Die zwei Katzen flitzten die Leiter hinauf, die drei Tiere lehnten sich gegen den Stein in der Mauer und die Schieferplatte glitt an ihren Platz zurück.
Atemlos lauschten sie, als die Schritte näher kamen.
»Hinter diesen Karton.« Sie kauerten sich hinter einen heruntergefallenen Karton. Jordan Ivanic betrat den Raum und knipste einen Schalter an. Er nahm einen Karton von einem ordentlichen Stapel, machte kehrt, knipste den Schalter wieder aus und ging.

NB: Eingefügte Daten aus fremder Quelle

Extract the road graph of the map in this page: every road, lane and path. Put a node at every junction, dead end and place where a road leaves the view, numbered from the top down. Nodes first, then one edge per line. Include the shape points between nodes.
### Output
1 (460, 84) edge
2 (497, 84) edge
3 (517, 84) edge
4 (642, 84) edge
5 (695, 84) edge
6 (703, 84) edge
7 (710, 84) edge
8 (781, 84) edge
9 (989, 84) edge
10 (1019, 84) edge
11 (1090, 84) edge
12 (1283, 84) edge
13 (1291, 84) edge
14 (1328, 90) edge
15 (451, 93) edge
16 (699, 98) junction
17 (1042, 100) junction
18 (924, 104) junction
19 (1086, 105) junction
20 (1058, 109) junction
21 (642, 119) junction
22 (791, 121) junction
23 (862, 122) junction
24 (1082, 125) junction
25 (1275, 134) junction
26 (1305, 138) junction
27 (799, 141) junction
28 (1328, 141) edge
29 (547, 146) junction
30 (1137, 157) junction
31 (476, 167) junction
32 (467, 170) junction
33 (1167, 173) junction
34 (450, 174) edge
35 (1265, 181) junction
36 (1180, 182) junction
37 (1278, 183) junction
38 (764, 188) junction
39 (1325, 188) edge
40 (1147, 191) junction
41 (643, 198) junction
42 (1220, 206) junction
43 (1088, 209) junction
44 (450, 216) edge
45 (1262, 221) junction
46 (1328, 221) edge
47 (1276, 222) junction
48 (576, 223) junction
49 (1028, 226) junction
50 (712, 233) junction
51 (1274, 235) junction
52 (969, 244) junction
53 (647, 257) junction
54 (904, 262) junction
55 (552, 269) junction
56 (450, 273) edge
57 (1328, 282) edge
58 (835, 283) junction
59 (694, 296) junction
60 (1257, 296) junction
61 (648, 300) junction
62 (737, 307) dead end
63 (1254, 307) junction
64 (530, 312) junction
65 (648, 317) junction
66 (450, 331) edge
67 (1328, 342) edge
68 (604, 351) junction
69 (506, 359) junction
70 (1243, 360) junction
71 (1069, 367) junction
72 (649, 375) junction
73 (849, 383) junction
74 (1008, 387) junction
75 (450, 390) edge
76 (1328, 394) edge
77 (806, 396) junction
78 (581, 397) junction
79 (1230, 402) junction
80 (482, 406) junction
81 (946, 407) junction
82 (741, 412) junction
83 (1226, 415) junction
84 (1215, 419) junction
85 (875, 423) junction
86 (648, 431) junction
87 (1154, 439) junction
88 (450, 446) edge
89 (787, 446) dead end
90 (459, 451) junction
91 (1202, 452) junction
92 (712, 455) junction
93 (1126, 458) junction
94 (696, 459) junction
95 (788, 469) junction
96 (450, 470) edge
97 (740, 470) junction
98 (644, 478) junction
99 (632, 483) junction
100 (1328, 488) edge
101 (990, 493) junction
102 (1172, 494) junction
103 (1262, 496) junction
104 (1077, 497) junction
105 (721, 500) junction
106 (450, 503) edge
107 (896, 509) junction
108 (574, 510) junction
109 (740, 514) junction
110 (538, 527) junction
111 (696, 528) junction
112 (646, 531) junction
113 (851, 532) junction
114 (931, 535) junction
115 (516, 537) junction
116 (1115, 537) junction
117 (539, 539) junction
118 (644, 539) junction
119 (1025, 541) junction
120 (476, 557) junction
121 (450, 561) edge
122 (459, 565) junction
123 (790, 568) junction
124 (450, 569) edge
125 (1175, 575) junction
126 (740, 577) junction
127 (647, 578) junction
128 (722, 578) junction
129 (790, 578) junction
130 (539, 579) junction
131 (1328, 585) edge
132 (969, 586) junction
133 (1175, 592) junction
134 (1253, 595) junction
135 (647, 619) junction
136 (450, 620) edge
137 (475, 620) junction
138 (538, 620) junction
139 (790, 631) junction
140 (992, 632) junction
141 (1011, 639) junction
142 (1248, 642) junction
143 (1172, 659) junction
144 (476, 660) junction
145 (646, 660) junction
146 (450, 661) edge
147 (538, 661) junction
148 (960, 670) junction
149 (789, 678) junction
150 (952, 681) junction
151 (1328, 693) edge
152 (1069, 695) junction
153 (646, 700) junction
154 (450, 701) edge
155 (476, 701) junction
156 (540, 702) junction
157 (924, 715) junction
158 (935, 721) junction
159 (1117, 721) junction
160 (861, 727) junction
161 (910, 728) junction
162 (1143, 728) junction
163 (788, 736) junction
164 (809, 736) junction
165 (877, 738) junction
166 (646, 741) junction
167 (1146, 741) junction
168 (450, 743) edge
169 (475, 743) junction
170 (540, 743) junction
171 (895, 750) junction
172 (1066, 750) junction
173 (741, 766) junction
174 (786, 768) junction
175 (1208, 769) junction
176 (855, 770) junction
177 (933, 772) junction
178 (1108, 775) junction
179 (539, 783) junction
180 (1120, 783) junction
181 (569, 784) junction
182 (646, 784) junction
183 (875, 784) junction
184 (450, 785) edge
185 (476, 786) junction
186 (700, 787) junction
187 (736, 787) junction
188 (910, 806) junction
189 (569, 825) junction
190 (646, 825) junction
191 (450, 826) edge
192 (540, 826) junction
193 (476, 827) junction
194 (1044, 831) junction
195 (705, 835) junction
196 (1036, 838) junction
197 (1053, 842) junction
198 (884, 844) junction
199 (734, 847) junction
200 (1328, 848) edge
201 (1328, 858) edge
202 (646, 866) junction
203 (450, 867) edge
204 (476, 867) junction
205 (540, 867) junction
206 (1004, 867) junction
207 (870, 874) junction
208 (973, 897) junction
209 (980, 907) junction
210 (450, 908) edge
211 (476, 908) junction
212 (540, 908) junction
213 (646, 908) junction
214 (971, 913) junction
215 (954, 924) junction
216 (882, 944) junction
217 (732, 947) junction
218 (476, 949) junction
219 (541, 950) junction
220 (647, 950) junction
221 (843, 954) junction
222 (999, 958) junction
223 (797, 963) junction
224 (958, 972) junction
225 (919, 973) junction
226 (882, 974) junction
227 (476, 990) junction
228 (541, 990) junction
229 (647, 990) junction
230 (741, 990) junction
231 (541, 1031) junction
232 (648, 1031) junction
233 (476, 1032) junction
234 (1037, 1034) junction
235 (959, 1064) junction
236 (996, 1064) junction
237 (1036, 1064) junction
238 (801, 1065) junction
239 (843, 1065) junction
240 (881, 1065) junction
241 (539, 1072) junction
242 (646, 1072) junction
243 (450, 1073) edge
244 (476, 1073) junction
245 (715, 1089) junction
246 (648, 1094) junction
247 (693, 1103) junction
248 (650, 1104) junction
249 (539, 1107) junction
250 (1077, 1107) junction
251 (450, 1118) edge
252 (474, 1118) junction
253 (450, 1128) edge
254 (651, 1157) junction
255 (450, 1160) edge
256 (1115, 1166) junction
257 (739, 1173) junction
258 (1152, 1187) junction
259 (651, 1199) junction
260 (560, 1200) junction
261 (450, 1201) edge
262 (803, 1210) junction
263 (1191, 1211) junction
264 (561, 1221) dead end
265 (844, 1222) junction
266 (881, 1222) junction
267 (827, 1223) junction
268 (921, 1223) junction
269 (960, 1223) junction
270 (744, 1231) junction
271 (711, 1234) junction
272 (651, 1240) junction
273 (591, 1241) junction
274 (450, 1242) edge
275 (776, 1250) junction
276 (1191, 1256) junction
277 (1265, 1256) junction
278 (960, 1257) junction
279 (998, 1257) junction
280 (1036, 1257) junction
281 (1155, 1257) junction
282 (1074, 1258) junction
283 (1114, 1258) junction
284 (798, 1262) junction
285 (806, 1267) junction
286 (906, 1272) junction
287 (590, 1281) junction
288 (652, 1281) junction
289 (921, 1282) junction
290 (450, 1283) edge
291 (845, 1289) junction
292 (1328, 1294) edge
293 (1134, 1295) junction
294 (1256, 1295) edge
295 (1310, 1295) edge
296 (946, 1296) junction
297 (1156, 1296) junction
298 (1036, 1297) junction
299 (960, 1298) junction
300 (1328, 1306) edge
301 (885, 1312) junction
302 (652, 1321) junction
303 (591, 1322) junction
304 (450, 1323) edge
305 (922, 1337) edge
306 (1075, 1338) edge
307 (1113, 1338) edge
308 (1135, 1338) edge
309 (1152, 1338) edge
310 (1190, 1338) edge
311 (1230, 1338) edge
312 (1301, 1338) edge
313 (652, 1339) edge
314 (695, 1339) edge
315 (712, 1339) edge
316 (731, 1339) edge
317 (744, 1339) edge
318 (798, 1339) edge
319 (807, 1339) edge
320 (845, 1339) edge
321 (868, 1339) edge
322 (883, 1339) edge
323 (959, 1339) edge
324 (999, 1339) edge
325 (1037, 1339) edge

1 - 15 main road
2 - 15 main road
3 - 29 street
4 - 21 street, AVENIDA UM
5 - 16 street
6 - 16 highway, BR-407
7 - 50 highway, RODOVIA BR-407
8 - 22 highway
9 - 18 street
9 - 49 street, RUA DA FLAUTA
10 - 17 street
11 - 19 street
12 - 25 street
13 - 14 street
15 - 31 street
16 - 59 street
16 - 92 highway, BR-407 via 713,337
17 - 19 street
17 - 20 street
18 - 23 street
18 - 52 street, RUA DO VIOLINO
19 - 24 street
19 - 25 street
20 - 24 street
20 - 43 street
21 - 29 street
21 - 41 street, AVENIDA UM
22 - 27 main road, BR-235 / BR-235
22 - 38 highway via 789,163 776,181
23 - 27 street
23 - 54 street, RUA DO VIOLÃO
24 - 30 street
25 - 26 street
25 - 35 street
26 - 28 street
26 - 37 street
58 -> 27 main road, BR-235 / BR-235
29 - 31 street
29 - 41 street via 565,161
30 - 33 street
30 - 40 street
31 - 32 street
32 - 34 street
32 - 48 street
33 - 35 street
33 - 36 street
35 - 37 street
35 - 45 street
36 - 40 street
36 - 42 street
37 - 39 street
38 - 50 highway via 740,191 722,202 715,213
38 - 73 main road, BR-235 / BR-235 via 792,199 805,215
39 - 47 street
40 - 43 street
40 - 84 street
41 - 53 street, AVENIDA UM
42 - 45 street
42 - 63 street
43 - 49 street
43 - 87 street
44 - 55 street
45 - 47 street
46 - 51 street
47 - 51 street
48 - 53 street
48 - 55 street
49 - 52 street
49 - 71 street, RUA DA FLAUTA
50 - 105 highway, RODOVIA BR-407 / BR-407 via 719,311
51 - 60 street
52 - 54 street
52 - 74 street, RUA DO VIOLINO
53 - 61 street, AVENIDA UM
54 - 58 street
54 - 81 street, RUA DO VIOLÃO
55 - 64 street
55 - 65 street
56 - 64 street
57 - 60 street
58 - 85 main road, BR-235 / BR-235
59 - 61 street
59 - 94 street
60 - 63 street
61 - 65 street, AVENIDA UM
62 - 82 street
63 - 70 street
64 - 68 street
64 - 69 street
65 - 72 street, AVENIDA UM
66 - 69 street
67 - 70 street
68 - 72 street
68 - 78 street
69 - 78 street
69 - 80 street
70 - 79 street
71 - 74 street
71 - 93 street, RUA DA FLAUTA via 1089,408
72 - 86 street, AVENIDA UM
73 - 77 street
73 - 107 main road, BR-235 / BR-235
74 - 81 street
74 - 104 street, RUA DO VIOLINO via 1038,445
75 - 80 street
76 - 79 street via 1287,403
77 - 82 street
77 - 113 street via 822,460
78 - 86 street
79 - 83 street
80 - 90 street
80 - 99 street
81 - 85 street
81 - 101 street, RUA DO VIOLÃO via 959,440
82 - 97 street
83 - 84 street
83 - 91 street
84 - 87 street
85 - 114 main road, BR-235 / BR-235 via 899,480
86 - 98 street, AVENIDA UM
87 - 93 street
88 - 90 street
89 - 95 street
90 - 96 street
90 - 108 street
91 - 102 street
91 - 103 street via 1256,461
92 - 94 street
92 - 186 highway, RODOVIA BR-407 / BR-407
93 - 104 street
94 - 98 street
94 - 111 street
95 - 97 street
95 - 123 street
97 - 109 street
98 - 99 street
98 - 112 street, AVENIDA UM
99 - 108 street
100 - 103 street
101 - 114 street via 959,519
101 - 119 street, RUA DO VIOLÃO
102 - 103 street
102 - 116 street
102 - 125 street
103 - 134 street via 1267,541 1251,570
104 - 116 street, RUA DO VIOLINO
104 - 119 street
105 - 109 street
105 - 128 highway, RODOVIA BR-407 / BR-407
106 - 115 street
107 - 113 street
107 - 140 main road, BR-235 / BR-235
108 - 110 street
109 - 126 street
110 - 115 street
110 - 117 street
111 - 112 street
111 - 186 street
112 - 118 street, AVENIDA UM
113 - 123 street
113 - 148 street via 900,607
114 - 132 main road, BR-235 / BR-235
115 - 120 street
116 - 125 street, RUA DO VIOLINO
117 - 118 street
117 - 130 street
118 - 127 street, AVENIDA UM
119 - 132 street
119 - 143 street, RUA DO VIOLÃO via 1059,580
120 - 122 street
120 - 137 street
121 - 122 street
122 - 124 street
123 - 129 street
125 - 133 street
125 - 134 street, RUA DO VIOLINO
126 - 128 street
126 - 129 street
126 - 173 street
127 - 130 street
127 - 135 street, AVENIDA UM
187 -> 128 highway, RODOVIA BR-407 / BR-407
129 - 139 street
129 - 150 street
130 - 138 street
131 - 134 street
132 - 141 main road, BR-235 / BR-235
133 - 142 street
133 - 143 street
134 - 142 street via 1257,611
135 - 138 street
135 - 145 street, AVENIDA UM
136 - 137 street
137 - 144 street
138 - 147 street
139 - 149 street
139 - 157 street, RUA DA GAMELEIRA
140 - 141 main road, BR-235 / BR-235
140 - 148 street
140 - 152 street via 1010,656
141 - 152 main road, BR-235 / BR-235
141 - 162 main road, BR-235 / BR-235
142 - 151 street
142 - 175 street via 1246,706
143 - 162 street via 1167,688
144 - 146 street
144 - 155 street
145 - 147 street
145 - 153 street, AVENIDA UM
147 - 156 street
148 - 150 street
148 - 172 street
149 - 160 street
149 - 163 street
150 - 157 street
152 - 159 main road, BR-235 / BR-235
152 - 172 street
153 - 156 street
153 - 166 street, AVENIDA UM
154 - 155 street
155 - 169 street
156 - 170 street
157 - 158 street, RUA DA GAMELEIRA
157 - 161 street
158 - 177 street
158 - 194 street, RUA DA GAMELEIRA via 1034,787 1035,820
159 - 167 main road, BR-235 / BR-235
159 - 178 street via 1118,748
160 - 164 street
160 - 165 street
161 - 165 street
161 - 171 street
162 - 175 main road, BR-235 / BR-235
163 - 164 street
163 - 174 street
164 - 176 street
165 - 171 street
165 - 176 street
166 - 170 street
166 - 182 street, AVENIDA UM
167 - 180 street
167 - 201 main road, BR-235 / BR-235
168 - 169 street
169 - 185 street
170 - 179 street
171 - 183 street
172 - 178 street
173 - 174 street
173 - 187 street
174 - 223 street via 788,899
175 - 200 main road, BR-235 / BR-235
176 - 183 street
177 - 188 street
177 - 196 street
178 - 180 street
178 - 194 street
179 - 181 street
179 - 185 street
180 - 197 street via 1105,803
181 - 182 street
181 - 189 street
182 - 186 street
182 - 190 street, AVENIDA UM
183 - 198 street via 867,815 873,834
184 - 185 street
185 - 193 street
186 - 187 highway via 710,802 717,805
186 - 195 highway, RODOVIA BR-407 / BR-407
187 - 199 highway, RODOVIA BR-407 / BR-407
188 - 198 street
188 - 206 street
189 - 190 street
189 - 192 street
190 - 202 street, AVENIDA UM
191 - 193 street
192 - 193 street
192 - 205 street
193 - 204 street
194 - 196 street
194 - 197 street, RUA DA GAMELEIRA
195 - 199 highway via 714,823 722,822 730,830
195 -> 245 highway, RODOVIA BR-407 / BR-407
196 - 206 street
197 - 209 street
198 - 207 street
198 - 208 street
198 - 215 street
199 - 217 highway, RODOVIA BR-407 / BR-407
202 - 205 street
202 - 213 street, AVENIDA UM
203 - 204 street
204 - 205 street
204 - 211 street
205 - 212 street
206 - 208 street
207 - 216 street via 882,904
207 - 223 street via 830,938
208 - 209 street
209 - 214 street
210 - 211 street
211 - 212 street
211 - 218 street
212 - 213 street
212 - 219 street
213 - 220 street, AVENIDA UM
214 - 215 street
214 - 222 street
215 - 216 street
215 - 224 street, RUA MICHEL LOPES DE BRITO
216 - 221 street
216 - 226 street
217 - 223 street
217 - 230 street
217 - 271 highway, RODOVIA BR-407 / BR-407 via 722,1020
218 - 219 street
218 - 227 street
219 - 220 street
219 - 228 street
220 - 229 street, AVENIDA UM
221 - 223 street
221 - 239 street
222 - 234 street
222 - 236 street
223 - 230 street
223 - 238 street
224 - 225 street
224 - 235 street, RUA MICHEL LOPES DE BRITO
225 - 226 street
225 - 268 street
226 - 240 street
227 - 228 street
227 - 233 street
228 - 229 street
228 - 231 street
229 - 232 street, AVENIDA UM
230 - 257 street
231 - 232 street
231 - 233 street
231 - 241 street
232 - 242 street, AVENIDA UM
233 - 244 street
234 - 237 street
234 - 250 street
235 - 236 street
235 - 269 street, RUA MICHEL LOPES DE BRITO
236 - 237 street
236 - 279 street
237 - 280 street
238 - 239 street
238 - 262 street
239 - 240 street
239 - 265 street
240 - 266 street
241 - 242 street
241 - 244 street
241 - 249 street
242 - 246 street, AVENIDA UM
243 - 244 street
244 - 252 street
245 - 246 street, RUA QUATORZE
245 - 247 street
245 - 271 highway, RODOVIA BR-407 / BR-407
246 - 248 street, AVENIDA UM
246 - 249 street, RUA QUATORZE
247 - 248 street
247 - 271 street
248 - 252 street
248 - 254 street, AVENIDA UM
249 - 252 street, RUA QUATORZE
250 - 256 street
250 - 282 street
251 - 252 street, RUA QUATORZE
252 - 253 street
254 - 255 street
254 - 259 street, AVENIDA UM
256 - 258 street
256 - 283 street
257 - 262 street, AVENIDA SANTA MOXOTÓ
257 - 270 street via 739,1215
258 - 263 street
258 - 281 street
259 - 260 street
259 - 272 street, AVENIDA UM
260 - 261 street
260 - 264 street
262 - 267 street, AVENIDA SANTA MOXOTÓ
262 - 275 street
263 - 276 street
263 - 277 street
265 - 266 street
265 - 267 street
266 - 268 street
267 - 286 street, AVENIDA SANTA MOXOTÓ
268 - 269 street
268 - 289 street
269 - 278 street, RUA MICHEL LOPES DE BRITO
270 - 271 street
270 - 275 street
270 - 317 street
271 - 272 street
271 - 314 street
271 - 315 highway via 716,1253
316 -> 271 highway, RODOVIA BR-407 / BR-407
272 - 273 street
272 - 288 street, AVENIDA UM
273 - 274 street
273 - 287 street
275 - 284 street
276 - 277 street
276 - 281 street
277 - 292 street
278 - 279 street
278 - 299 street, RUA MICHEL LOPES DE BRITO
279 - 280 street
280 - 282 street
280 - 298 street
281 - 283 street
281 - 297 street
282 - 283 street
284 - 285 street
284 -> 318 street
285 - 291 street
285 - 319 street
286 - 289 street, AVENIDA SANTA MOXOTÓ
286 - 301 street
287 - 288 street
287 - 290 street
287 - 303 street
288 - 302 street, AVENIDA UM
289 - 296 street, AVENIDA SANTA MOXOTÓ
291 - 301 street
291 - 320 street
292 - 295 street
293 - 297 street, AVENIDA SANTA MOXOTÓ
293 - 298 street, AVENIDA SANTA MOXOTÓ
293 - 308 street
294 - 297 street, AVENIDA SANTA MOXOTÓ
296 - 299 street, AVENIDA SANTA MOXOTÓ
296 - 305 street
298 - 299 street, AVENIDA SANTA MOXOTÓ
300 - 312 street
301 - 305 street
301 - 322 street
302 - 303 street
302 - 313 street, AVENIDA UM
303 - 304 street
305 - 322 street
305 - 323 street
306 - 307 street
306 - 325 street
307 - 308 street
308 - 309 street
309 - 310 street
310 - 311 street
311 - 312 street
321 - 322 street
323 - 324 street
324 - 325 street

»Laßt uns hier verschwinden, bevor wir eingeschlossen werden«, flüsterte Pewter.
»Ich denke, du hast Recht«, stimmte Mrs. Murphy zu.
Sie liefen durch den Korridor, stießen die Tür zum Treppenhaus auf, rannten eine Treppe hinauf und sausten hinaus zur Laderampe. Sie sprangen hinunter, rannten den ganzen Weg zurück zum Postamt und stürmten durch das Tiertürchen.
»Wo seid ihr gewesen?« Harry sah, daß es halb fünf war.
»Du rätst nie, was wir gefunden haben«, sagte Pewter atemlos zu ihr.
»Sie wird's nicht kapieren.« Tucker setzte sich.
»Um so besser. Daß Harry noch mal in das Krankenhaus geht, ist ja wohl das Letzte, was wir wollen.« Murphy fragte sich, was sie nun tun sollten.